The other answers have done this so I just want to focus on a problem one encounters when applying the initial condition. No matter what approach you take you will be lead to a Fourier series and to evaluate the coefficients you need to apply the initial condition $\phi(x,0) = -F_0$. This function does not have a non-trivial Fourier-series so a naive application would not give a solution. The usual trick to get around this is by extending the domain of $\phi$ from $[0,L]$ to $[-L,L]$ and then demaning $\phi(x,t)=-\phi(-x,t)$, i.e. we demand that the solution should be odd (since the odd completion do have a nice Fourier series). For the initial condition we therefore consider

$$\phi(x,0) = -F_0\left\{\matrix{-1 & x<0 \\1 & x > 0}\right.$$

This function, the so-called square-wave, has the Fourier series

$$\phi(x,0) = -\frac{4F_0}{\pi}\sum_{n=0}^\infty\frac{1}{2n+1}\sin\left(\frac{(2n+1)\pi x}{L}\right)$$

which can be found by applying the usual method.

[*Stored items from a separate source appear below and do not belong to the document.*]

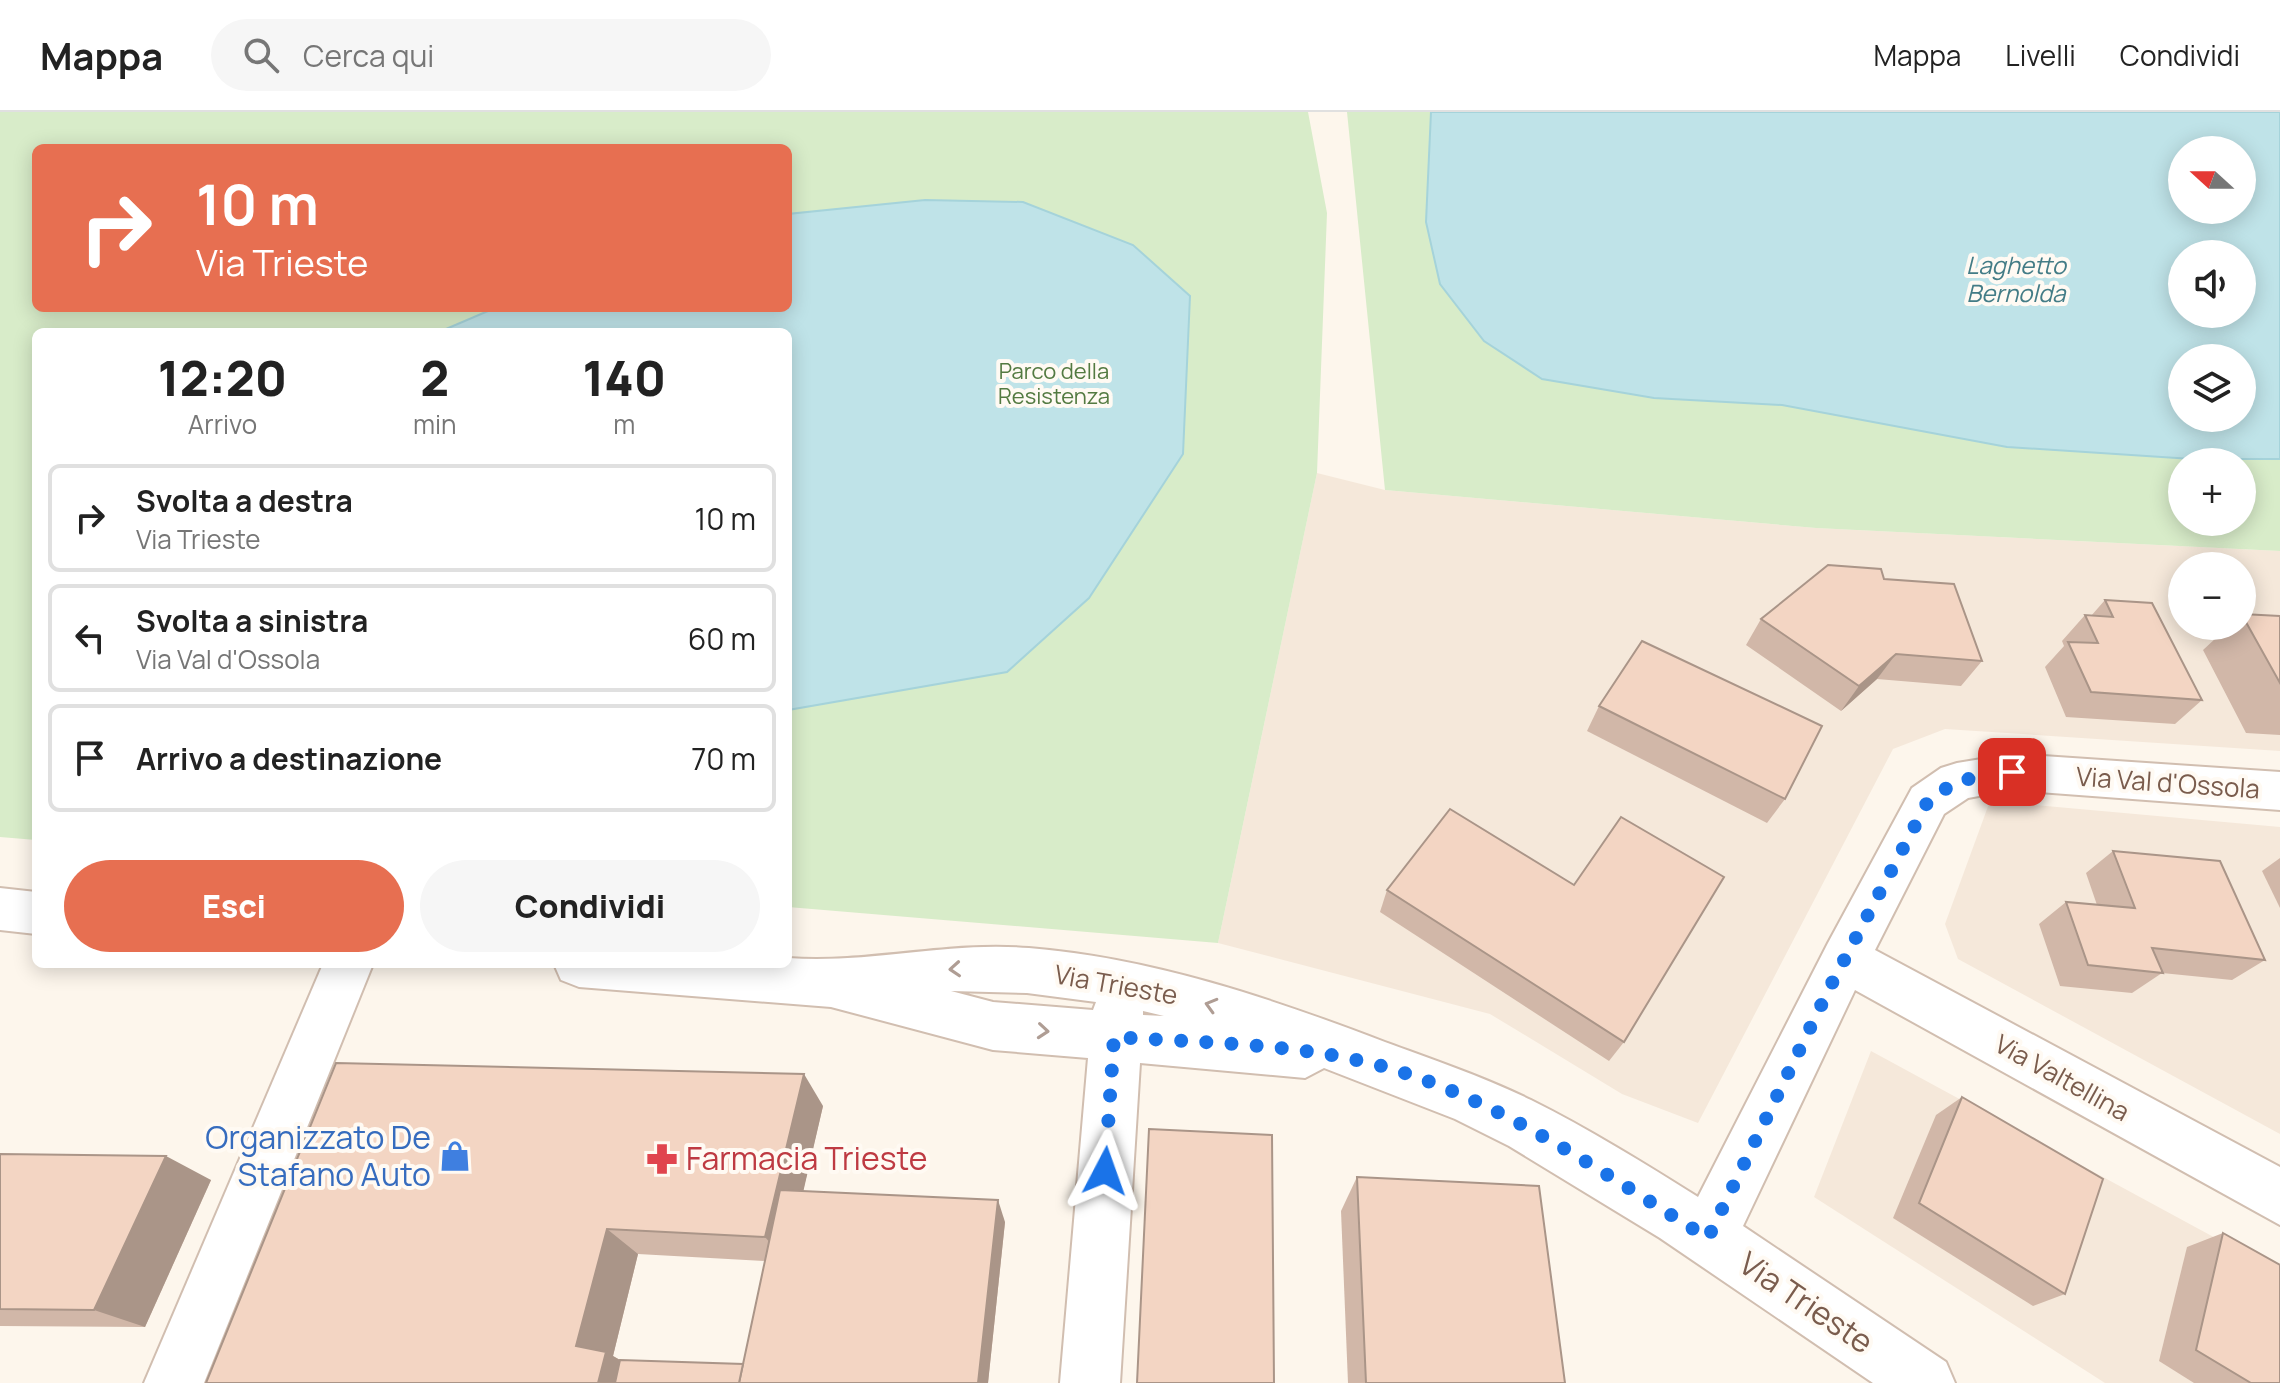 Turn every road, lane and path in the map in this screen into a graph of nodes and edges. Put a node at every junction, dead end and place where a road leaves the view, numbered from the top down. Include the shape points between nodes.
1 (2280, 791) edge
2 (0, 909) edge
3 (32, 913) edge
4 (1845, 959) junction
5 (346, 968) edge
6 (629, 968) edge
7 (831, 984) junction
8 (1121, 984) junction
9 (1114, 1037) junction
10 (1390, 1069) junction
11 (2280, 1197) edge
12 (1708, 1238) junction
13 (174, 1383) edge
14 (1090, 1383) edge
15 (1925, 1383) edge

1 - 4 street, Via Val d'Ossola via 2012,772 1957,781 1928,801
2 - 3 street
4 - 11 street, Via Valtellina
4 - 12 street, Via Val d'Ossola
5 - 13 street
6 - 7 street, Via Trieste
8 -> 7 street, Via Trieste via 1040,971 972,968
7 -> 9 street, Via Trieste via 993,1026
8 - 9 street
10 -> 8 street, Via Trieste via 1266,1021
9 - 10 street, Via Trieste via 1314,1054
9 - 14 street
10 - 12 street, Via Trieste via 1530,1128
12 - 15 street, Via Trieste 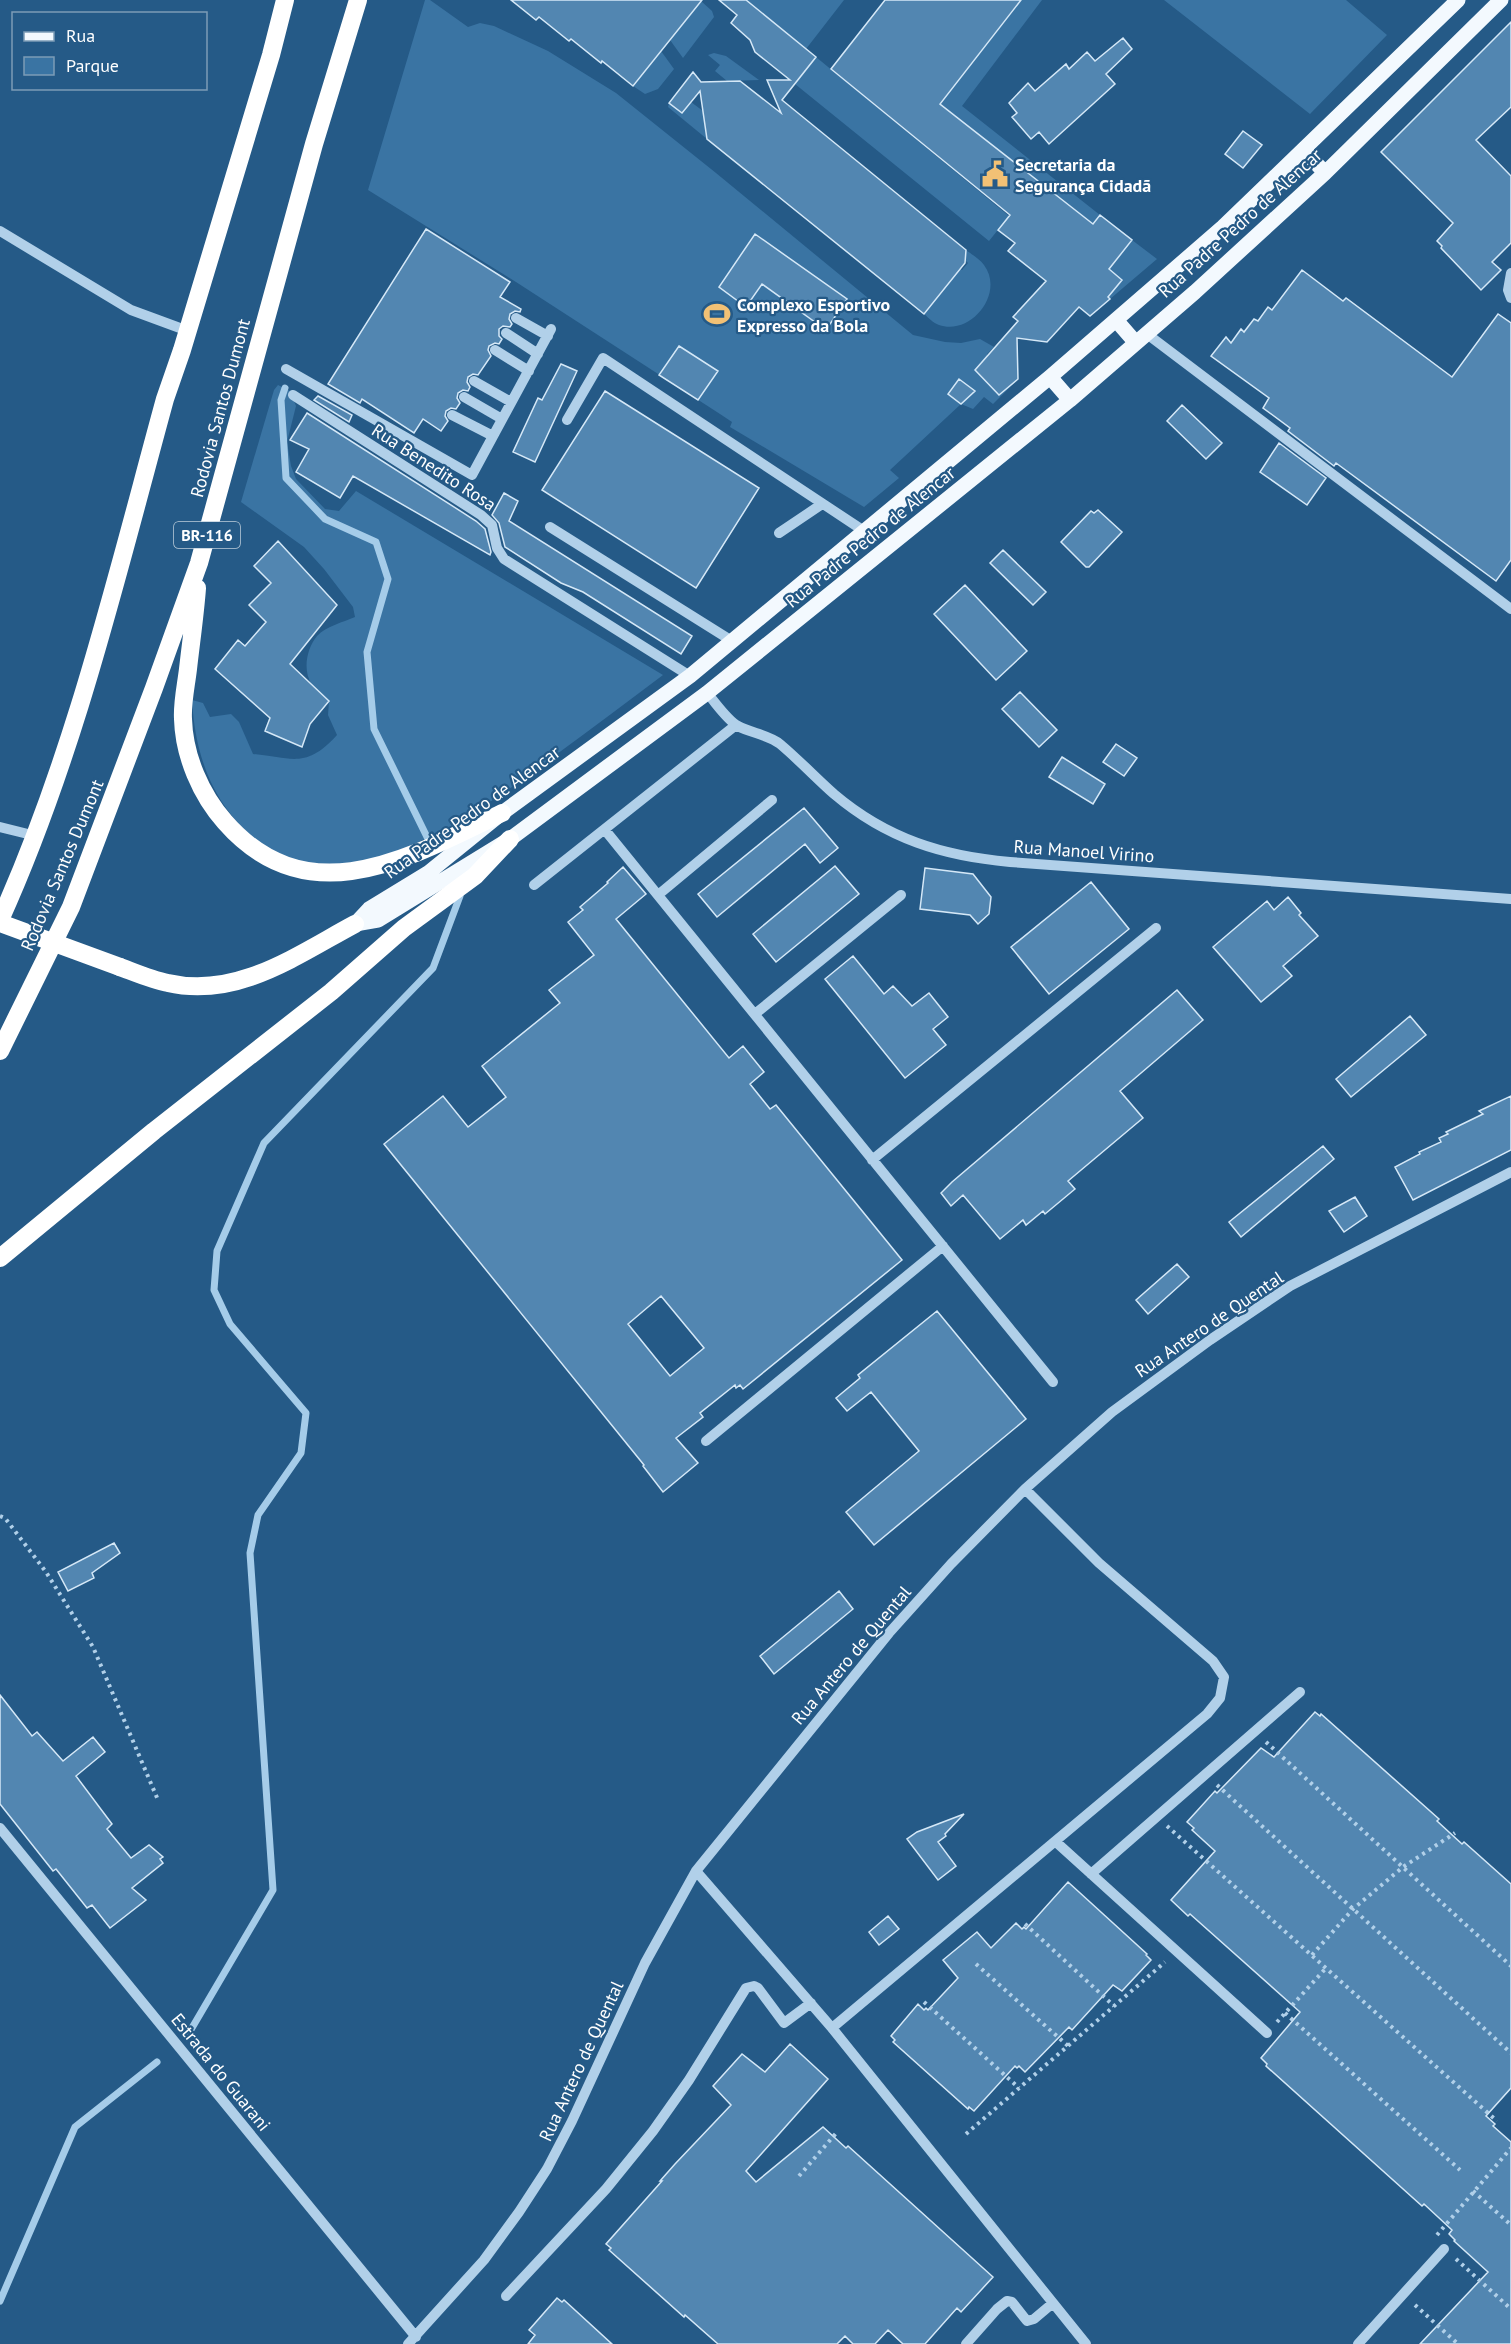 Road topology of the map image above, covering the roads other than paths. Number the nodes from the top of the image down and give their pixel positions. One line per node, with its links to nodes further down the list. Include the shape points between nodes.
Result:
1 (285, 0): 12 (highway, Rodovia Santos Dumont)
2 (358, 0): 33 (highway, Rodovia Santos Dumont / BR-116, via 314,144)
3 (1458, 0): 5 (main road, Rua Padre Pedro de Alencar)
4 (1501, 0): 6 (main road, Rua Padre Pedro de Alencar)
5 (1304, 150): 6 (main road); 11 (main road, Rua Padre Pedro de Alencar)
6 (1325, 173): 14 (main road, Rua Padre Pedro de Alencar)
7 (0, 231): 12 (street, via 131,310)
8 (1511, 273): 9 (street)
9 (1511, 298)
10 (516, 318): 16 (street, via 550,333)
11 (1116, 320): 14 (main road); 19 (main road, Rua Padre Pedro de Alencar)
12 (188, 330): 43 (highway, Rodovia Santos Dumont, via 77,713)
13 (506, 333): 16 (street)
14 (1142, 338): 23 (main road, Rua Padre Pedro de Alencar); 34 (street)
15 (495, 350): 18 (street)
16 (538, 354): 18 (street)
17 (286, 369): 28 (street, via 472,475)
18 (529, 370): 24 (street)
19 (1050, 377): 23 (main road); 31 (main road, Rua Padre Pedro de Alencar)
20 (474, 381): 24 (street)
21 (293, 395): 36 (street, Rua Benedito Rosa, via 481,515 492,525 496,548 504,559)
22 (464, 397): 26 (street)
23 (1070, 400): 37 (main road, Rua Padre Pedro de Alencar)
24 (512, 402): 26 (street)
25 (452, 415): 28 (street)
26 (502, 419): 28 (street)
27 (567, 420): 29 (street, via 603,358)
28 (494, 436)
29 (822, 504): 31 (street); 32 (street)
30 (550, 527): 35 (street)
31 (864, 531): 35 (main road, Rua Padre Pedro de Alencar)
32 (778, 534)
33 (199, 563): 40 (highway, via 184,701 185,740 204,793 216,812 250,847 295,869 325,874 370,870 423,851); 53 (highway, Rodovia Santos Dumont / BR-116, via 71,907)
34 (1511, 609)
35 (732, 641): 36 (main road, Rua Padre Pedro de Alencar)
36 (690, 676): 40 (main road, Rua Padre Pedro de Alencar)
37 (707, 693): 38 (street, Rua Manoel Virino); 44 (main road, Rua Padre Pedro de Alencar)
38 (736, 725): 42 (street); 48 (street, Rua Manoel Virino, via 778,742 869,820 903,838 973,859)
39 (772, 800): 46 (street)
40 (502, 813): 50 (main road, Rua Padre Pedro de Alencar, via 428,873 369,909)
41 (0, 827): 43 (street)
42 (605, 830): 45 (street); 46 (street)
43 (36, 836): 49 (highway, Rodovia Santos Dumont)
44 (510, 839): 50 (main road, Rua Padre Pedro de Alencar, via 378,920); 57 (highway, via 475,876 404,928 331,992)
45 (534, 885)
46 (658, 895): 52 (street)
47 (901, 895): 52 (street)
48 (1511, 900)
49 (0, 922): 50 (highway, bridge, via 120,967 188,986 237,983)
50 (355, 924)
51 (1156, 928): 54 (street)
52 (755, 1014): 54 (street)
53 (0, 1051)
54 (873, 1160): 56 (street)
55 (1511, 1172): 60 (street, Rua Antero de Quental, via 1263,1303 1112,1412)
56 (943, 1246): 58 (street); 59 (street)
57 (0, 1258)
58 (1053, 1382)
59 (706, 1441)
60 (1025, 1489): 63 (street, via 1099,1563 1213,1661 1224,1677 1220,1698 1207,1714); 64 (street, Rua Antero de Quental, via 889,1633)
61 (1300, 1692): 65 (street)
62 (0, 1828): 72 (street, Estrada do Guarani)
63 (1056, 1842): 65 (street); 67 (street)
64 (696, 1871): 66 (street); 72 (street, Rua Antero de Quental, via 645,1964 547,2169 484,2260)
65 (1091, 1874): 68 (street)
66 (811, 2003): 67 (street); 70 (street, via 784,2023 758,1988 746,1988 654,2131)
67 (832, 2028): 71 (street)
68 (1267, 2033)
69 (1444, 2249): 75 (street)
70 (506, 2296)
71 (1053, 2303): 73 (street, via 1027,2321 1007,2301); 74 (street)
72 (412, 2341)
73 (966, 2344)
74 (1086, 2344)
75 (1358, 2344)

Just for completeness, here is a quick runthough of the solution. We expand $\phi$ in a Fourier $\sin$-series (since we demand that $\phi$ is odd) $\phi(x,t) = \sum_{n=1}^\infty a_n(t) \sin\left(\frac{n\pi x}{L}\right)$ that satisfy the boundary conditions $\phi(0,t)=\phi(L,t) = 0$. By inserting this series into the PDE and equating the left and right hand side we get the equation for the coefficients

$$\frac{da_k}{dt} = -\frac{n^2\pi^2\alpha^2}{L^2} a_k \implies a_k(t) = a_k(0) e^{-\frac{n^2\pi^2\alpha^2}{L^2}t}$$

where $a_k(0)$ is simply the Fourier coefficients of the initial condition which here is just the square-wave given above. The full solution can therefore be written

$$F(x,t) = F_0e^{-ht}\left[1 - \frac{4}{\pi}\sum_{n=0}^\infty\frac{e^{-\frac{(2n+1)^2\pi^2 \alpha^2}{L^2}t}}{2n+1}\sin\left(\frac{(2n+1)\pi x}{L}\right)\right]$$

for all $t>0$ and $0\leq x\leq L$. Note that the formula above is not valid for $t=0$ at the two points $x=0$ and $x=L$ since we get $F(x,0)=F_0$ instead of $F(x,0)=0$.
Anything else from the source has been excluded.